Orang yang bicara dengannya sekarang adalah adik sepupunya yang tinggal di Amerika. Sepupu dari pihak ibu. Orang yang suka bermain wanita.
Sayangnya Deny memiliki tampilan berubah-ubah, mulai dari serius, sok polos, kejam sampai kalem. Berbanding terbalik dengan ia yang seorang player.
Binal.
Baik wanita jalang ataupun perawan sudah ia cicip. Dari sekian banyak orang yang ia jamah, tak ada satupun yang bertempat di posisi istimewa. No tulus.
Paham orang tersebut adalah tidak ada yang tulus, apalagi cinta, yang ada sebatas bermain dan bersenang-senang.
Lalu yang lebih menjijikkan lagi adalah dia bunglon yang bisa berubah menjadi apapun. Ketika mendapatkan target yang terbilang sulit maka dia akan menjelma menjadi orang lain.
Tergantung kepribadian orang yang menjadi sasaran. Untuk itu jangan heran jika seorang Deny bisa bertingkah seperti orang lugu.
Sok polos.
Kadang-kadang Gerand berpikir adik sepupunya lebih cocok jadi aktor daripada CEO. Benar, Deny Felixa seorang CEO seperti dia.
Sikap kedua orang tersebut mirip. Sama-sama kejam. Namun Deny lebih brengsek ketimbang Gerand Yosefa oleh sebab penyamarannya tersebut. Kalau Gerand sih apa adanya.
Meski dengan sederet sifat gila, Gerand harus mengakui, Deny adalah orang terlucu yang pernah dia lihat. Lebih tepatnya konyol.
[Halo Kak, kau masih di sana kan?]
Sekali lagi, Gerand tidak menanggapi ocehan tak bermutu sang adik sepupu. Dia hanya membiarkan bajingan tersebut bicara sesuka hatinya. Saat lelah orang itu akan berhenti dengan sendiri kok.
[Hei Kak, aku sedang ngomong. Setidaknya respon. Kalau tidak ku kasih tahu Tente lho.]
Gerand masih tak bergeming. Ketika ia mendengar mamanya disebut, orang itu hanya mengangkat alis sedikit lalu tertawa pelan.
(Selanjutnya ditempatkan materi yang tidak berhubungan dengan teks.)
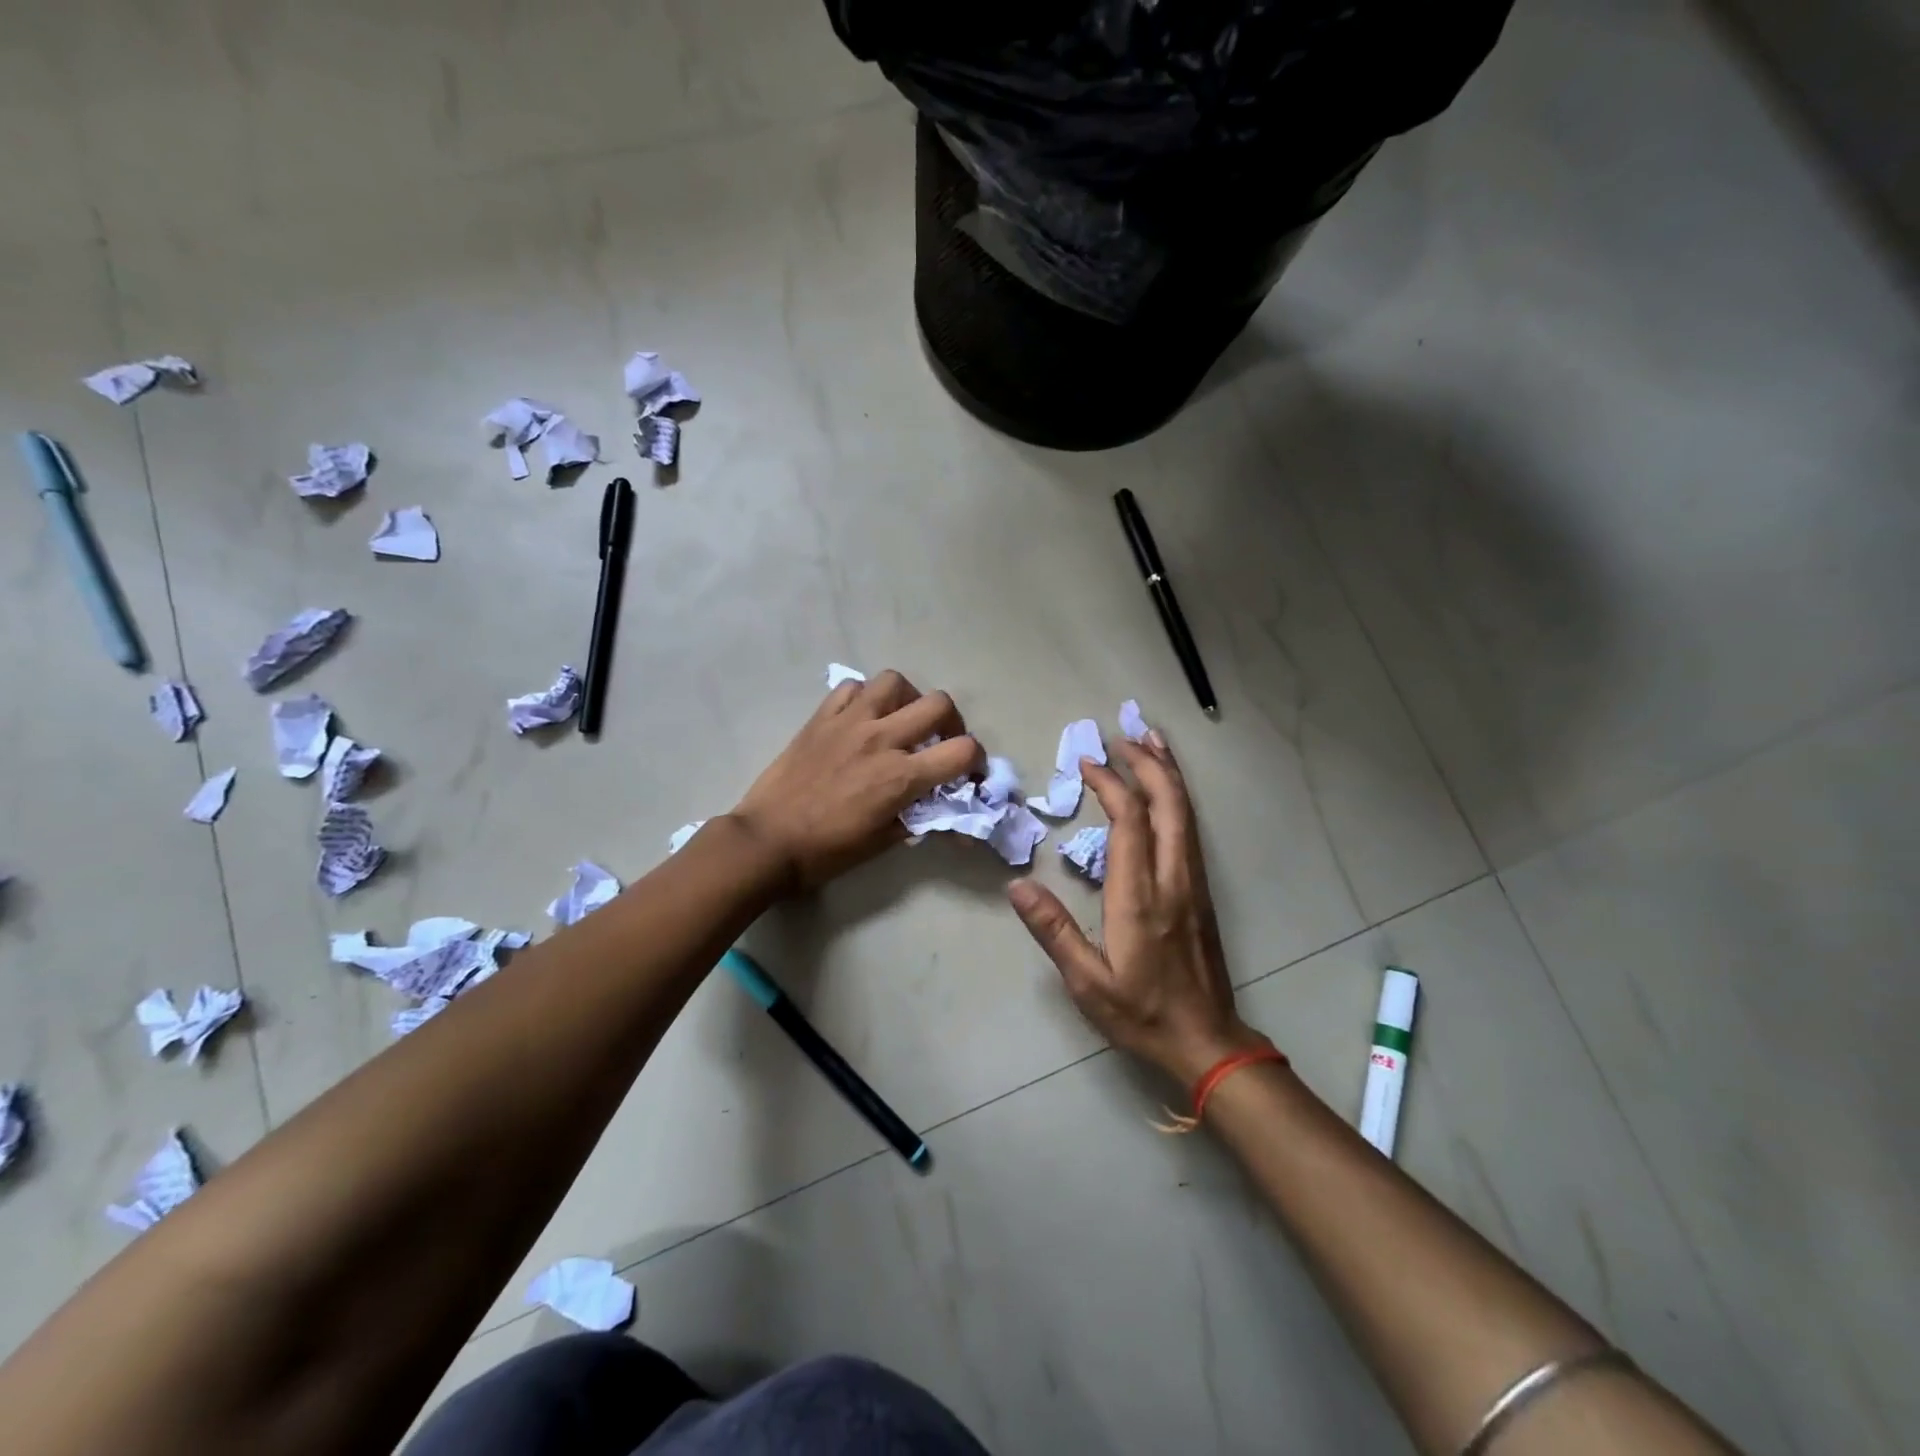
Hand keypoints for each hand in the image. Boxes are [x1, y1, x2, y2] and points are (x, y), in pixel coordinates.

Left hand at [732, 670, 983, 891]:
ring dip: (908, 699)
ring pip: (895, 682)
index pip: (962, 751)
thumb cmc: (826, 851)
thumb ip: (916, 818)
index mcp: (900, 776)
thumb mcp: (882, 842)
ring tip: (901, 721)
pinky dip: (865, 697)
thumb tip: (940, 811)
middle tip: (940, 742)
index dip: (977, 760)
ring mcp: (849, 722)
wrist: (767, 841)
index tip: (969, 772)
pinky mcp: (821, 718)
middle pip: (938, 704)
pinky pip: (851, 688)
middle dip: (951, 723)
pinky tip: (862, 718)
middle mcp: (881, 739)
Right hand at [1008, 728, 1265, 1085]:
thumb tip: (1017, 886)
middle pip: (1169, 804)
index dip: (1110, 784)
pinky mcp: (1200, 890)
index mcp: (1141, 896)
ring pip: (1186, 812)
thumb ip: (1053, 931)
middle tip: (1122, 733)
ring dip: (1168, 772)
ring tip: (1150, 740)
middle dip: (1147, 762)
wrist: (1207, 1041)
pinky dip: (1178, 797)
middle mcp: (1173, 878)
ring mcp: (1193, 882)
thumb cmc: (1141, 1012)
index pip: (1130, 821)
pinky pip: (1190, 829)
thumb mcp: (1087, 981)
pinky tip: (1167, 790)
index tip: (1087, 762)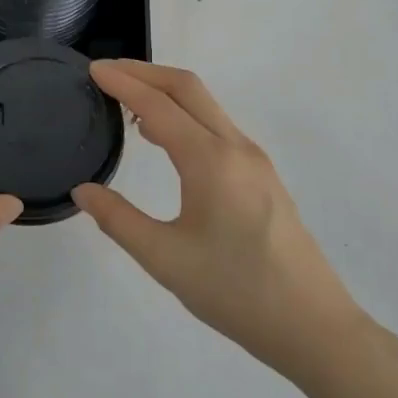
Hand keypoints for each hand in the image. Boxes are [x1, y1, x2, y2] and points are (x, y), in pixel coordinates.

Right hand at [73, 61, 363, 387]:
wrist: (314, 328)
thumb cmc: (236, 292)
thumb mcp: (165, 260)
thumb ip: (119, 219)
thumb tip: (83, 190)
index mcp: (210, 161)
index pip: (158, 106)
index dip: (122, 84)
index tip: (92, 70)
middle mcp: (236, 148)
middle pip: (188, 88)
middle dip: (145, 72)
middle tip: (106, 73)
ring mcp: (254, 161)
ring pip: (206, 106)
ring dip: (166, 92)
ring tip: (126, 102)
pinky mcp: (262, 177)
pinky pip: (217, 127)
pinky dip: (184, 115)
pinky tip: (164, 139)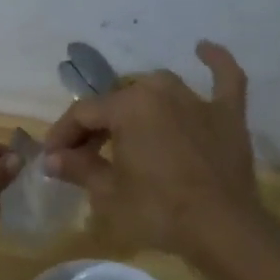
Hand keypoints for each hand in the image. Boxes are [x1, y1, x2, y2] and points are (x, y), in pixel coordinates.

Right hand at [43, 40, 266, 259]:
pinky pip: (224, 78)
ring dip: (137, 104)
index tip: (52, 158)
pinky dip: (215, 62)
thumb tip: (51, 158)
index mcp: (127, 106)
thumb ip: (78, 168)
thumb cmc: (157, 211)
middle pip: (117, 101)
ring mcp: (197, 100)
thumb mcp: (108, 193)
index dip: (62, 135)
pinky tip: (203, 48)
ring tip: (125, 128)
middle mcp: (160, 91)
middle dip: (96, 127)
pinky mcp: (228, 115)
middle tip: (85, 156)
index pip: (83, 113)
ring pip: (157, 89)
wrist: (222, 231)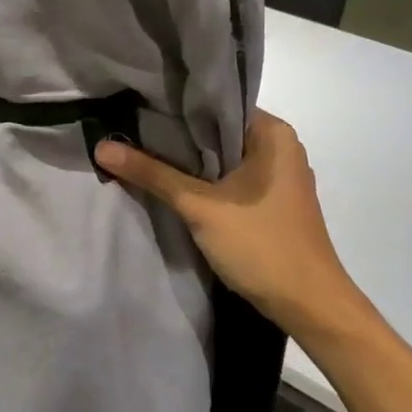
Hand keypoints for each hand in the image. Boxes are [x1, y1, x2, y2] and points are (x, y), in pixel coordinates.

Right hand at [94, 111, 370, 341]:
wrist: (310, 306)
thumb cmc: (261, 245)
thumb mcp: (199, 206)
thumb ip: (152, 173)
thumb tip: (101, 147)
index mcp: (273, 133)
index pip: (216, 104)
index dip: (174, 107)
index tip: (136, 107)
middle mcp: (280, 147)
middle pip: (217, 132)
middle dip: (176, 136)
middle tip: (128, 130)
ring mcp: (278, 177)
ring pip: (222, 159)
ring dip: (188, 162)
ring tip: (141, 153)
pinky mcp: (272, 203)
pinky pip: (231, 180)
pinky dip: (204, 181)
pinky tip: (172, 185)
Tukang lapor. Lulu sekali sih.
But seorang Gerand Yosefa sangat mencintai kedua orangtuanya. Saking sayang, presdir tersebut rela melakukan apapun termasuk saat berada dihadapan kedua bertingkah seperti anak kecil penurut. Gerand akan berubah menjadi orang baik yang sayang keluarga.
Anak mamy.
Sebuah penyamaran. Kamuflase. Gerand hanya ikut aturan yang dibuat orangtuanya.
Saat mereka bahagia Gerand pun turut senang.
[Kengapa kau menelepon. Cepat katakan atau aku akan mematikan teleponnya.]
[Santai saja Kak aku...]
Perkataan Deny tak dapat ia selesaikan sebab Gerand sudah lebih dulu menutup teleponnya.
Kemudian tak mempedulikan apapun orang tersebut pergi ke ruangan presdir.
Adik sepupu bukanlah seseorang yang harus Gerand pertimbangkan. Terutama saat Deny bercanda dengan cara yang luar biasa, yang pancing pengen nampol. Itu adalah hal yang tidak Gerand sukai.
Namun suara telepon berulangkali membuat Gerand akhirnya kesal. Saat ingin mematikan benda tersebut sebuah pesan membuat Gerand sulit bernapas.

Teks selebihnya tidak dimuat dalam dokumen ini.